*Provided information*:
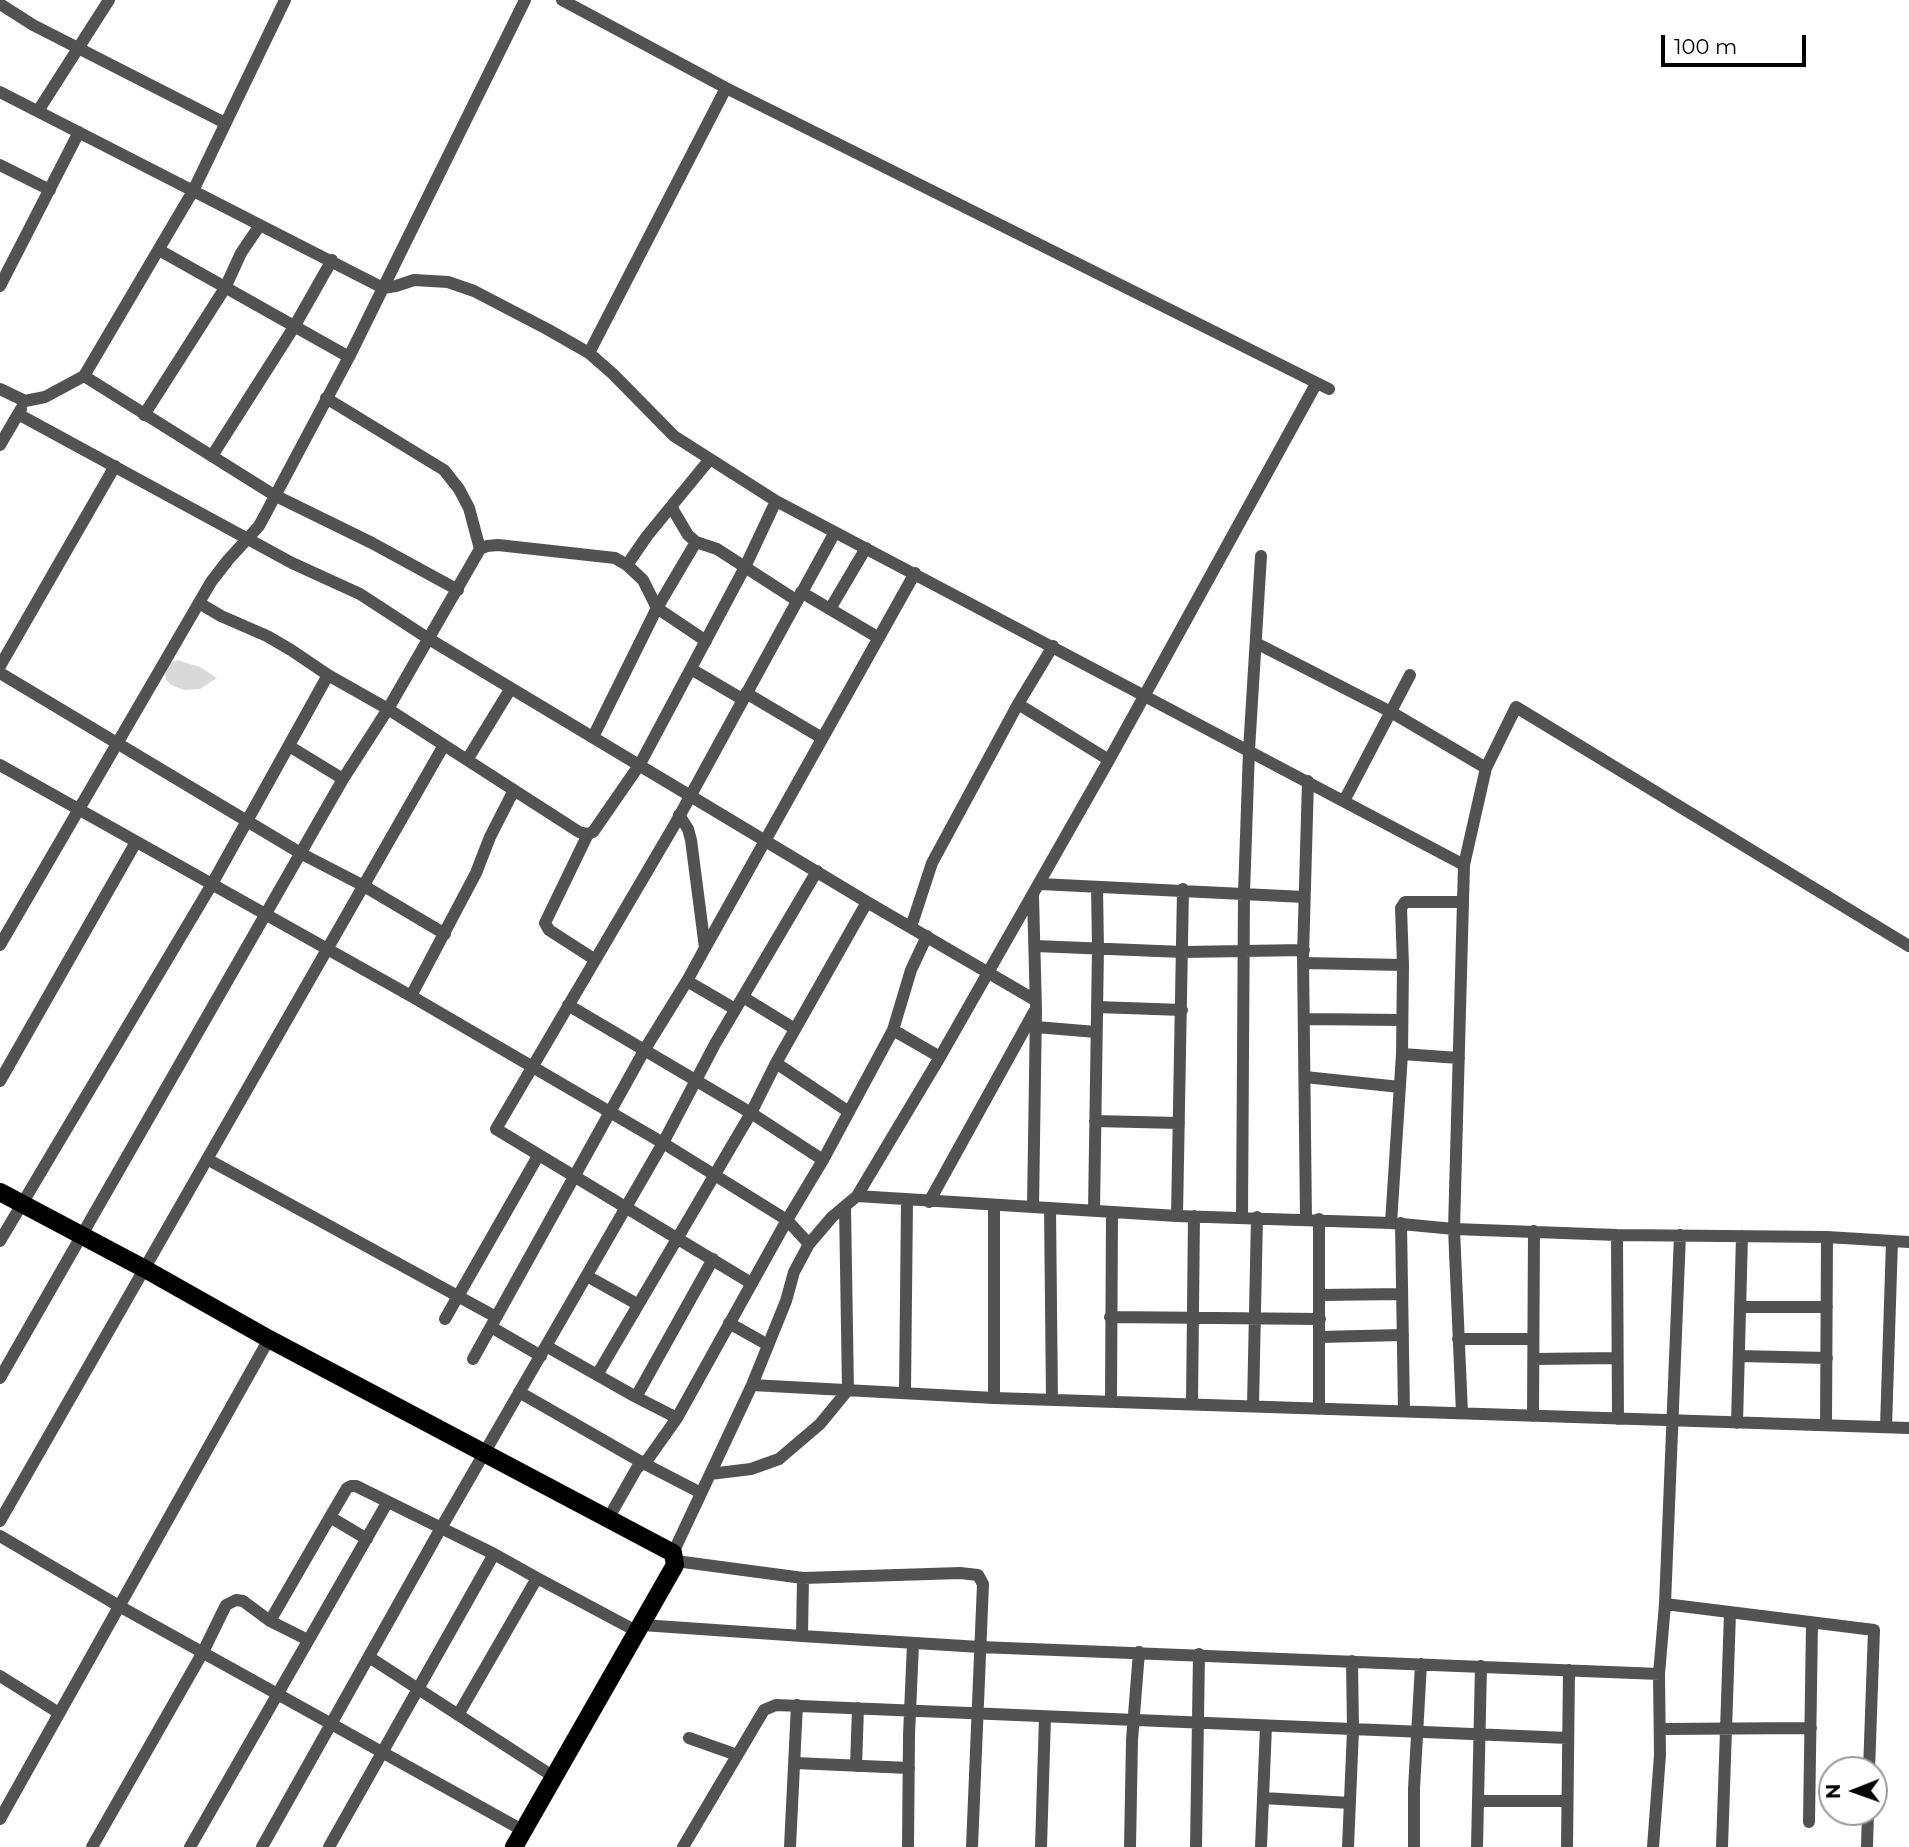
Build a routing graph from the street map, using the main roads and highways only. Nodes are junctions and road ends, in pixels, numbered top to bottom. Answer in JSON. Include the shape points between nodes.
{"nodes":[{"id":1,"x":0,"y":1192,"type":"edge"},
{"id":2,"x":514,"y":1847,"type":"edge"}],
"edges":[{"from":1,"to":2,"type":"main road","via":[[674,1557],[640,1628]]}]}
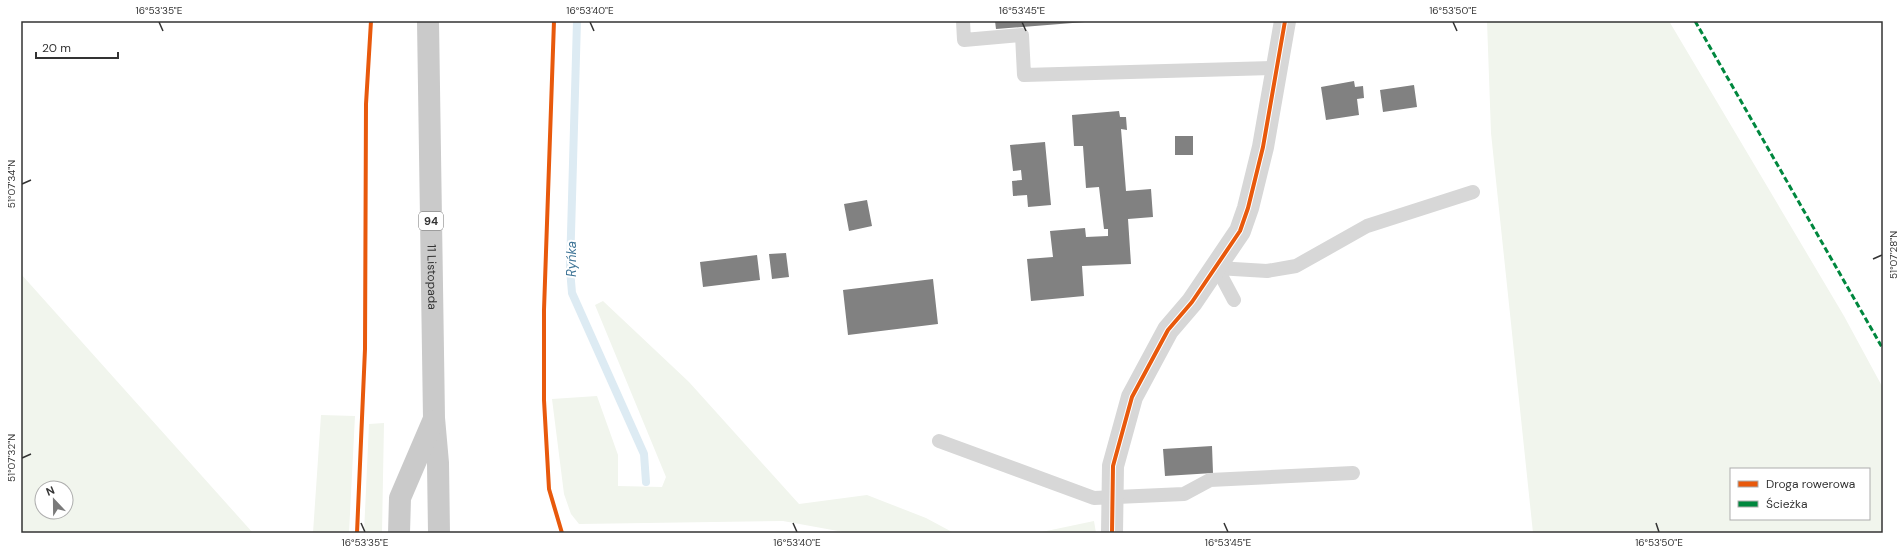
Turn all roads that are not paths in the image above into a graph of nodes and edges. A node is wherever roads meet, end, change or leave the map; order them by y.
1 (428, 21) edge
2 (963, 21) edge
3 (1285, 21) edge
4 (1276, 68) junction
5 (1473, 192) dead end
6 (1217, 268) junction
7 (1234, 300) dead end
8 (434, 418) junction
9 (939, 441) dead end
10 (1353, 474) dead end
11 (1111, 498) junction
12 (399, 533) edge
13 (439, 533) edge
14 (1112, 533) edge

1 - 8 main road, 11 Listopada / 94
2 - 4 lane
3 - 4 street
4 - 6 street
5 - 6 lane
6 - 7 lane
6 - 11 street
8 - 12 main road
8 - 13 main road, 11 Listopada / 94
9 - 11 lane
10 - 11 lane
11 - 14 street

*The problem*:
The lines to reproduce run from the one that contains "Turn all roads" through the last line above; copy them exactly.

*Answer to the problem*:
Turn all roads that are not paths in the image above into a graph of nodes and edges. A node is wherever roads meet, end, change or leave the map; order them by y.
1 (428, 21) edge
2 (963, 21) edge
3 (1285, 21) edge
4 (1276, 68) junction
5 (1473, 192) dead end
6 (1217, 268) junction
7 (1234, 300) dead end
8 (434, 418) junction
9 (939, 441) dead end
10 (1353, 474) dead end
11 (1111, 498) junction
12 (399, 533) edge
13 (439, 533) edge
14 (1112, 533) edge

1 - 8 main road, 11 Listopada / 94
2 - 4 lane
3 - 4 street
4 - 6 street
5 - 6 lane
6 - 7 lane
6 - 11 street
8 - 12 main road
8 - 13 main road, 11 Listopada / 94
9 - 11 lane
10 - 11 lane
11 - 14 street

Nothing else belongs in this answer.